UDF to Sort Column Values into one Concatenated Key Field

  • Hello -

    New to SQL Server. Have a lot of MS Access experience and know how to do this task in Access vba but I have not been able to figure out how to replicate this task in a SQL server UDF.

    I have a qry that appends new rows to an existing table. Among the columns there are: col1, col2, col3, col4, and col5. These all have the same data type (Long) AND same source of the value (think person ID). The qry can generate many combinations of these 5 columns but in some cases, it is possible that 25 combinations are actually the same 5 values - just in different columns.

    To eliminate duplicate combinations, in vba I have a function that:

    1. puts the 5 col values into an array

    2. sorts the array

    3. then concatenates the ORDERED col values into a created field that will be appended to the Primary Key field on the target table.

    So these values:

    col1=333, col2=555, col3=111, col4=222, and col5=444 (all in the same row)

    (note: another row could have the same values in different columns: col1=222, col2=333, col3=444, col4=555, and col5=111 but would in fact be a duplicate row in the target table - as demonstrated by the resulting value below)

    would be sorted and concatenated into:

    PrimaryKey field = 111222333444555

    Any guidance would be greatly appreciated!!!

  • hreyes819 (9/22/2015)


    Hello -

    New to SQL Server. Have a lot of MS Access experience and know how to do this task in Access vba but I have not been able to figure out how to replicate this task in a SQL server UDF.

    I have a qry that appends new rows to an existing table. Among the columns there are: col1, col2, col3, col4, and col5. These all have the same data type (Long) AND same source of the value (think person ID).
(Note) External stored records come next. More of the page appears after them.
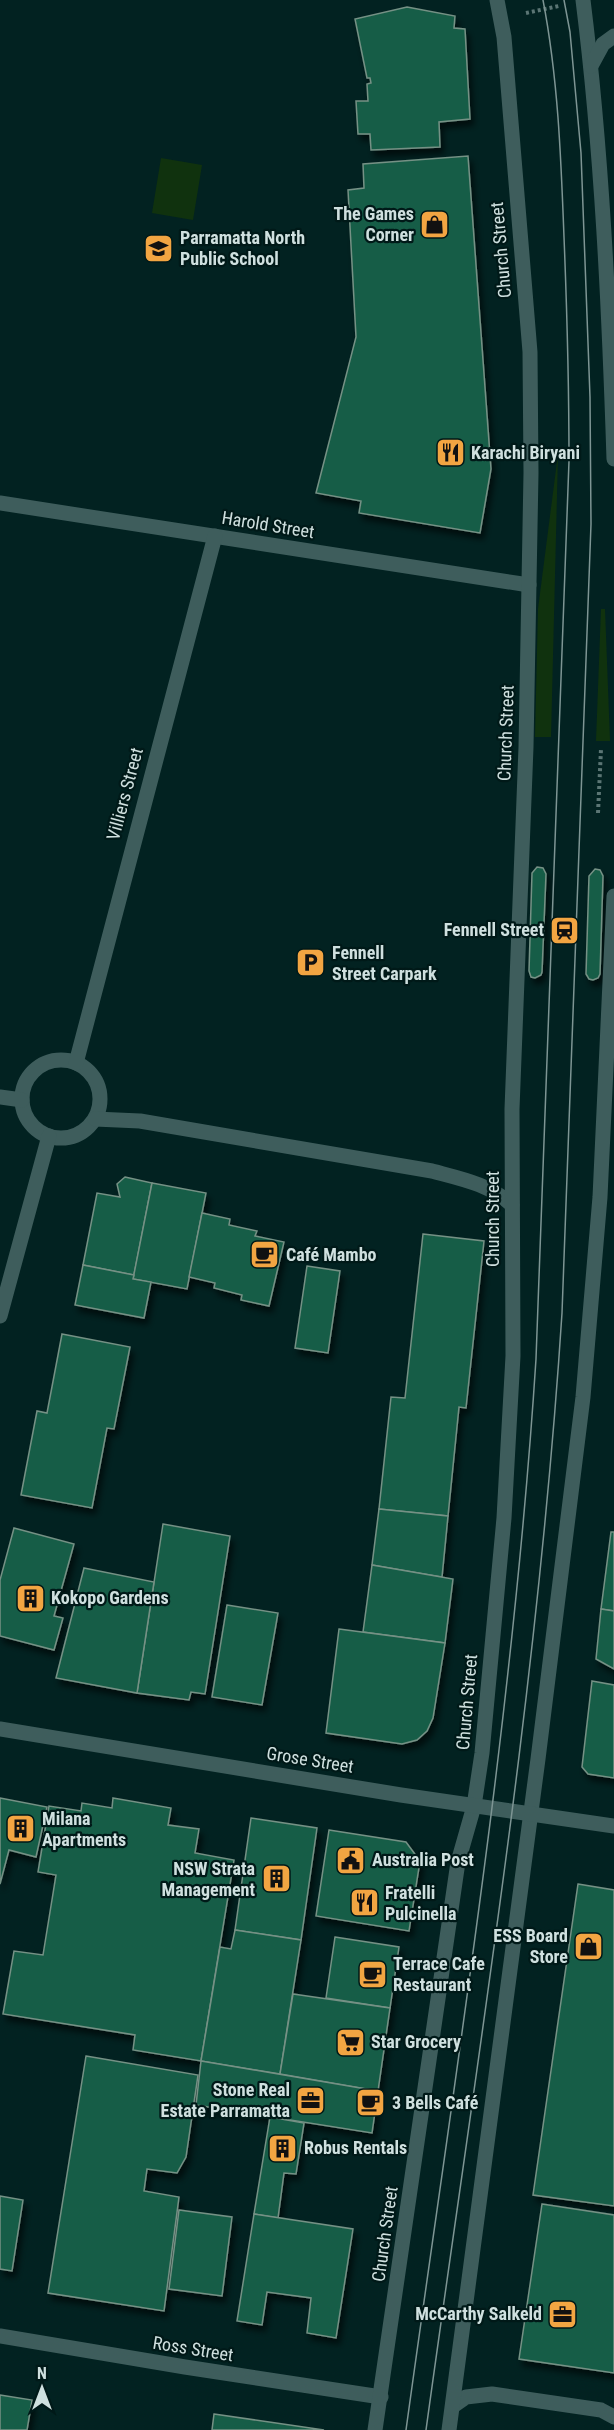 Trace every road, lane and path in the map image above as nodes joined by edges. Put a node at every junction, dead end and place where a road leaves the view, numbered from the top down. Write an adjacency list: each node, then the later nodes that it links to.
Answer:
1 (497, 0): 3 (street, Church Street)
2 (583, 0): 3 (path); 5 (street)
3 (501, 18): 9 (street, Church Street)
4 (614, 36): 5 (street)
5 (591, 66): 6 (street)
6 (614, 459)
7 (0, 503): 8 (street, Harold Street)
8 (215, 536): 9 (street, Harold Street); 13 (street, Villiers Street)
9 (530, 585): 19 (street, Church Street)
10 (600, 750): 11 (path)
11 (598, 813)
12 (614, 896): 18 (street)
13 (76, 1063): 15 (street); 16 (street)
14 (0, 1096): 15 (street)
15 (22, 1100): 17 (street)
16 (95, 1119): 17 (street); 19 (street)
17 (49, 1136): 20 (street)
18 (607, 1197): 23 (street)
19 (512, 1206): 22 (street, Church Street)
20 (0, 1316)
21 (0, 1729): 22 (street, Grose Street)
22 (474, 1806): 23 (street, Grose Street); 26 (street, Church Street)
23 (530, 1814): 24 (street, Grose Street); 27 (street)
24 (614, 1826)
25 (0, 2336): 26 (street, Ross Street)
26 (381, 2397): 29 (street, Church Street)
27 (453, 2406): 28 (street); 30 (street)
28 (614, 2417)
29 (375, 2430)
30 (449, 2430) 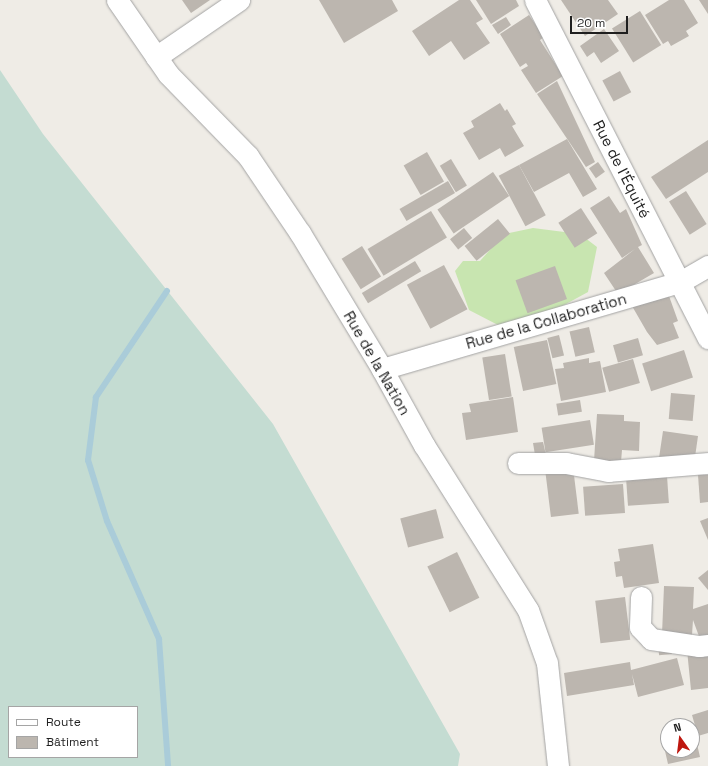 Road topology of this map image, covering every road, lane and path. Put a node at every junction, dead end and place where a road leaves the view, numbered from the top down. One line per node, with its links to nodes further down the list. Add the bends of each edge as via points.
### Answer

The qry can generate many combinations of these 5 columns but in some cases, it is possible that 25 combinations are actually the same 5 values - just in different columns.

    To eliminate duplicate combinations, in vba I have a function that:

    1. puts the 5 col values into an array

    2. sorts the array

    3. then concatenates the ORDERED col values into a created field that will be appended to the Primary Key field on the target table.

    So these values:

    col1=333, col2=555, col3=111, col4=222, and col5=444 (all in the same row)
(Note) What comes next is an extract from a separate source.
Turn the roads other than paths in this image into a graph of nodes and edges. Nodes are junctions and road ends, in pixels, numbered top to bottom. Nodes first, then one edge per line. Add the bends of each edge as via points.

    (note: another row could have the same values in different columns: col1=222, col2=333, col3=444, col4=555, and col5=111 but would in fact be a duplicate row in the target table - as demonstrated by the resulting value below)

    would be sorted and concatenated into:

    PrimaryKey field = 111222333444555

    Any guidance would be greatly appreciated!!!

    First, I am confused as to how the two rows would be duplicates when the data in each column is actually different from each other. Could you explain in a bit more detail how these rows are actually duplicates, besides by sorting the data in the columns and then concatenating them? That part just does not make any sense to me and doesn't fit any business use cases I can conjure up at the moment.

  • hreyes819 (9/22/2015)


    Hello -

    New to SQL Server. Have a lot of MS Access experience and know how to do this task in Access vba but I have not been able to figure out how to replicate this task in a SQL server UDF.

    I have a qry that appends new rows to an existing table. Among the columns there are: col1, col2, col3, col4, and col5. These all have the same data type (Long) AND same source of the value (think person ID). The qry can generate many combinations of these 5 columns but in some cases, it is possible that 25 combinations are actually the same 5 values - just in different columns.

    To eliminate duplicate combinations, in vba I have a function that:

    1. puts the 5 col values into an array

    2. sorts the array

    3. then concatenates the ORDERED col values into a created field that will be appended to the Primary Key field on the target table.

    So these values:

    col1=333, col2=555, col3=111, col4=222, and col5=444 (all in the same row)

    (note: another row could have the same values in different columns: col1=222, col2=333, col3=444, col4=555, and col5=111 but would in fact be a duplicate row in the target table - as demonstrated by the resulting value below)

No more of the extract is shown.